WORK TO COMPLETE:
Extract the records below word for word and ignore the images.

# # # #

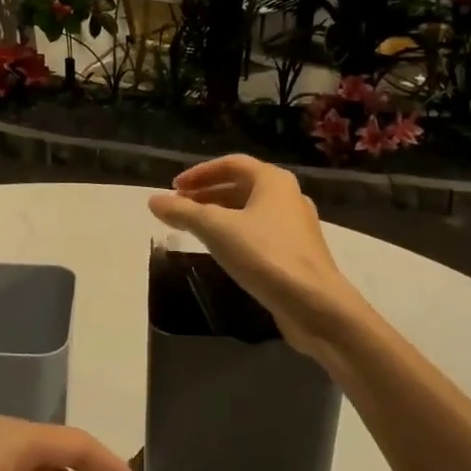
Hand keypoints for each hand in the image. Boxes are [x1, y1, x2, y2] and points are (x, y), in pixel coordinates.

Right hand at [148, 155, 363, 362]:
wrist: (316, 305)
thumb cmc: (266, 256)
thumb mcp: (217, 230)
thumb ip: (183, 213)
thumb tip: (153, 200)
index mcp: (273, 181)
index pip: (231, 164)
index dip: (200, 173)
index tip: (174, 187)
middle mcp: (288, 196)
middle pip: (241, 186)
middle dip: (207, 194)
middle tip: (180, 207)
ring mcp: (296, 226)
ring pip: (251, 211)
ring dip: (220, 215)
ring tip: (194, 228)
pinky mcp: (297, 253)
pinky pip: (260, 232)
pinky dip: (236, 233)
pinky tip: (222, 251)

# # # #

SOLUTION FOR THIS EXERCISE:
Hand keypoints for each hand in the image. Boxes are [x1, y1, x2, y2] and points are (x, y), in pixel coordinates.

Right hand at [148, 155, 363, 362]:
wrist: (316, 305)
thumb cmc: (266, 256)
thumb mcp: (217, 230)
thumb ip: (183, 213)
thumb tip: (153, 200)
index mcp: (273, 181)
index pip: (231, 164)
index dip: (200, 173)
index tip: (174, 187)
middle mcp: (288, 196)
middle pip: (241, 186)
middle dip: (207, 194)
middle tip: (180, 207)
ring mcp: (296, 226)
ring pip: (251, 211)
ring dip: (220, 215)
ring tip: (194, 228)
pinky mcp: (297, 253)
pinky pip: (260, 232)
pinky dip: (236, 233)
pinky tip: (222, 251)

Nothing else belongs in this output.